Task brief » Whenever a line of the records below contains the word "dead", copy that line.

══════════════════════════════

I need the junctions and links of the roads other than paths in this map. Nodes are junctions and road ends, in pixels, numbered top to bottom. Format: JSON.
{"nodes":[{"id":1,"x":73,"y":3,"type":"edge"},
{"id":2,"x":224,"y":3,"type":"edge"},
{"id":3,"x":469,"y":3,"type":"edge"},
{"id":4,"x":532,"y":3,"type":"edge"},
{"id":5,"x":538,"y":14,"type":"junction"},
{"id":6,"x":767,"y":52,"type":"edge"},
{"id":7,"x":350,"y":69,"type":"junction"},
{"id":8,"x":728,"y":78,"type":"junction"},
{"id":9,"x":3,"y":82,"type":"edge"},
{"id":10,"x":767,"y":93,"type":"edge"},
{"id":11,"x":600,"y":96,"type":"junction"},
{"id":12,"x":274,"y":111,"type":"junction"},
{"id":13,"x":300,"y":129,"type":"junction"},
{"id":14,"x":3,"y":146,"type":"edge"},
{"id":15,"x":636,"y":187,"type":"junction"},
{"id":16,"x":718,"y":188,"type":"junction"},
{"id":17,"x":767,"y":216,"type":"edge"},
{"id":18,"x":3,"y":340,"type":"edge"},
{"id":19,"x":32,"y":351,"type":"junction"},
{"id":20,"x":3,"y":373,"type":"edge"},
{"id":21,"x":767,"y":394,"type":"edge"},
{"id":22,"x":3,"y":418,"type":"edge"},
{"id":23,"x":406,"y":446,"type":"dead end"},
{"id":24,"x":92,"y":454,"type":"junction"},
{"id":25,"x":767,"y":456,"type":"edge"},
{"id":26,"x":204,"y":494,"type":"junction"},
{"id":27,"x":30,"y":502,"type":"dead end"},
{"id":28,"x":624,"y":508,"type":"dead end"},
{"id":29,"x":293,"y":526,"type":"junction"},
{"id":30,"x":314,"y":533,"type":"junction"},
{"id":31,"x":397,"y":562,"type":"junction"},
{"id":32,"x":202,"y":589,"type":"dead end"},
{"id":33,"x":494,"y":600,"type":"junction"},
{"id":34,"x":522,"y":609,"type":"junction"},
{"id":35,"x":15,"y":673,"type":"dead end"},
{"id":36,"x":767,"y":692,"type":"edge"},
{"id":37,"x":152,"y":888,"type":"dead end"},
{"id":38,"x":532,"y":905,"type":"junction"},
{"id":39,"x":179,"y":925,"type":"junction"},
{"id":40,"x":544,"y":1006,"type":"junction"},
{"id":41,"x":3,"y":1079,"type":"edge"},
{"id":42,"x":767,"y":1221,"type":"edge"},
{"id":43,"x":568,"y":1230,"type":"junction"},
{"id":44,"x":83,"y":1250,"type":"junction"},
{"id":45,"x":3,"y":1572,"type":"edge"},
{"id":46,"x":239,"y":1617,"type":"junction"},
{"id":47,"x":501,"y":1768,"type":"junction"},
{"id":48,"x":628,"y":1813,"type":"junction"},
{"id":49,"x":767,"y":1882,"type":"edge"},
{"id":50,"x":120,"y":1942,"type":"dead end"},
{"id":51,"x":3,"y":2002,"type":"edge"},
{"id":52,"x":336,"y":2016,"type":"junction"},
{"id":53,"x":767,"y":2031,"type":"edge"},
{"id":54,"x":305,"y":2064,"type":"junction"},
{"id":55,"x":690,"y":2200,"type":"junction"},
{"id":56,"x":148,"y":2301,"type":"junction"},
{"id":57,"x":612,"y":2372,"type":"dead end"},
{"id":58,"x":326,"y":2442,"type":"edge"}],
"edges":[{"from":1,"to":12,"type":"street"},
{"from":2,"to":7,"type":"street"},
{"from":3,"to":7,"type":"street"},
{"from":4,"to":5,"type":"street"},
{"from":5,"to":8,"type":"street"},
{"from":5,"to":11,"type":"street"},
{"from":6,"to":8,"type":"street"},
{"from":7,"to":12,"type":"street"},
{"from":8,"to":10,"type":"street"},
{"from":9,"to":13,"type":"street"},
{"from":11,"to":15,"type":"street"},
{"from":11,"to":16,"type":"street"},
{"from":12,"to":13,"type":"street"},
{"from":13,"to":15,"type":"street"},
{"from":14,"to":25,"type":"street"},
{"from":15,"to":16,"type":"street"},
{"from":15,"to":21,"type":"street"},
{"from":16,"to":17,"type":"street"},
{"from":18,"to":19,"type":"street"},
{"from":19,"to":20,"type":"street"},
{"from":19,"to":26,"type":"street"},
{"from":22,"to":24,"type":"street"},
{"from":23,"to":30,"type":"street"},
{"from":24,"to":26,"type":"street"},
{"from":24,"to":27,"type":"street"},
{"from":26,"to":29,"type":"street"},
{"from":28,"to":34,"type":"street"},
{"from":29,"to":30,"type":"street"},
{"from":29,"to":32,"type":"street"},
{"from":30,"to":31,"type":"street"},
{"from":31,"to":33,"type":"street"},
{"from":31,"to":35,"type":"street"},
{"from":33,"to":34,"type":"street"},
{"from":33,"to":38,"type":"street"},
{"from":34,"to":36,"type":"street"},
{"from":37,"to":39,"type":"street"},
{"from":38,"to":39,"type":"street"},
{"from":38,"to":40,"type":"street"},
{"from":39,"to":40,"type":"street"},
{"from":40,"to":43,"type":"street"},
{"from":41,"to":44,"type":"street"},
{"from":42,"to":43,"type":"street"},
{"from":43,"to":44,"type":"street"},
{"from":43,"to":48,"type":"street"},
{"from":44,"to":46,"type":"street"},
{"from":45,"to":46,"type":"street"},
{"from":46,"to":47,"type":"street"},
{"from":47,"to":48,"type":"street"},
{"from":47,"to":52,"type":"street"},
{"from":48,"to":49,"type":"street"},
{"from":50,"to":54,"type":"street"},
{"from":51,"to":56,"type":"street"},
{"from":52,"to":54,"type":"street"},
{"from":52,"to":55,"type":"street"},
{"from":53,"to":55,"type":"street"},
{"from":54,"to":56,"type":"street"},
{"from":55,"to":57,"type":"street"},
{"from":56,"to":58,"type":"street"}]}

══════════════════════════════

Output of the task »
{"id":23,"x":406,"y":446,"type":"dead end"},
{"id":27,"x":30,"y":502,"type":"dead end"},
{"id":28,"x":624,"y":508,"type":"dead end"},
{"id":32,"x":202,"y":589,"type":"dead end"},
{"id":35,"x":15,"y":673,"type":"dead end"},
{"id":37,"x":152,"y":888,"type":"dead end"},
{"id":50,"x":120,"y":1942,"type":"dead end"},
{"id":57,"x":612,"y":2372,"type":"dead end"},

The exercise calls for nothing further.